_EXERCISE BRIEF_: When a line in the material contains the word "Спутниковая", copy it.
--
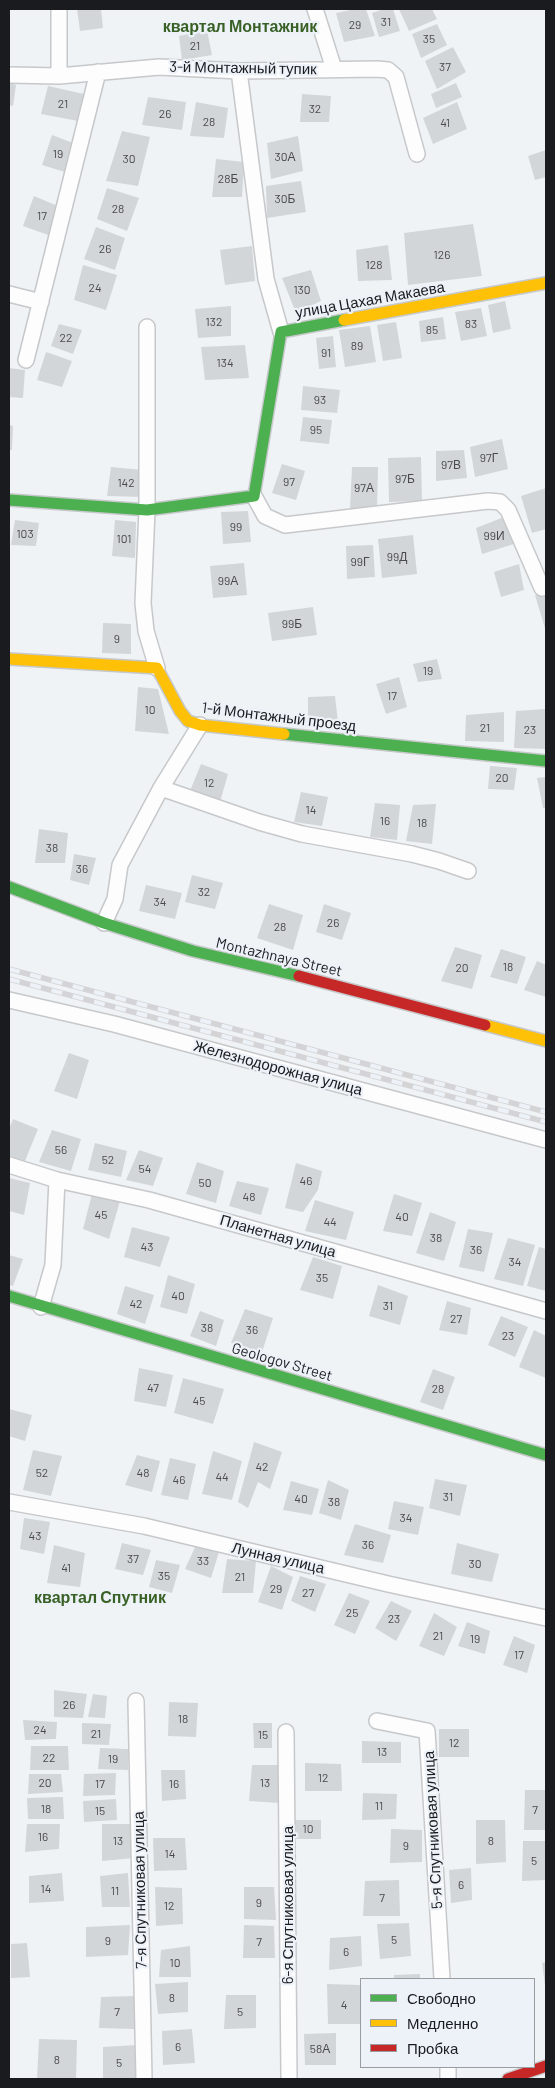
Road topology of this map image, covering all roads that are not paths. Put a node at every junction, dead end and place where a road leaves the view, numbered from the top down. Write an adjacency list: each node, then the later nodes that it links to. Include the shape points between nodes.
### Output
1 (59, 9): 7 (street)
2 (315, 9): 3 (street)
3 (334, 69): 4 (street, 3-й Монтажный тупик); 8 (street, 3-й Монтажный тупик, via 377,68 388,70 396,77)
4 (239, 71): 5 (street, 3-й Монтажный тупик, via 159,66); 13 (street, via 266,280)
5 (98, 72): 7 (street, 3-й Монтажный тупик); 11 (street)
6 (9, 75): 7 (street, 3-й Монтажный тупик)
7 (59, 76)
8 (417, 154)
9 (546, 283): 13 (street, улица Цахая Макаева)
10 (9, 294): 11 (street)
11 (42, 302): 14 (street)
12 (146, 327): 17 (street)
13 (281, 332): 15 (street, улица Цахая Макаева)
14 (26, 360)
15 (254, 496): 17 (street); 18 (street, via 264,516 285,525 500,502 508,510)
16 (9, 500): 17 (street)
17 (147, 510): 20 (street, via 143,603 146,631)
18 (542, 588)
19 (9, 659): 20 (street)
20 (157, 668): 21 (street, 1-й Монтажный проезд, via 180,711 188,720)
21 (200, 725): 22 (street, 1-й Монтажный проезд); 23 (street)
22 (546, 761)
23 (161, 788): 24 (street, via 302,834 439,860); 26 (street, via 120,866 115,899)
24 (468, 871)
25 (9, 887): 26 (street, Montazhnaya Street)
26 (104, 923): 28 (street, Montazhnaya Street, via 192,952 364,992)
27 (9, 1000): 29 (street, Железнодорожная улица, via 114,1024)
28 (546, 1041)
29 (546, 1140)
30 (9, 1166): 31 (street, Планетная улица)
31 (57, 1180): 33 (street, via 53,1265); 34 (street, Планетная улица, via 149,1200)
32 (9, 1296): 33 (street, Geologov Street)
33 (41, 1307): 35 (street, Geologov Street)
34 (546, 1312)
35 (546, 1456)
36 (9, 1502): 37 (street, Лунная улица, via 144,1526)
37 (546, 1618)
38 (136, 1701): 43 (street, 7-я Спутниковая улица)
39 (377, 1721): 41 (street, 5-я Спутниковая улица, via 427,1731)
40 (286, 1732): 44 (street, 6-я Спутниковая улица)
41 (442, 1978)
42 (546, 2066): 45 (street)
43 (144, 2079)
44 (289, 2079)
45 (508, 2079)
--
_SOLUTION TO THIS PROBLEM_:
38 (136, 1701): 43 (street, 7-я Спутниковая улица)
39 (377, 1721): 41 (street, 5-я Спутниковая улица, via 427,1731)
40 (286, 1732): 44 (street, 6-я Спутниковая улица)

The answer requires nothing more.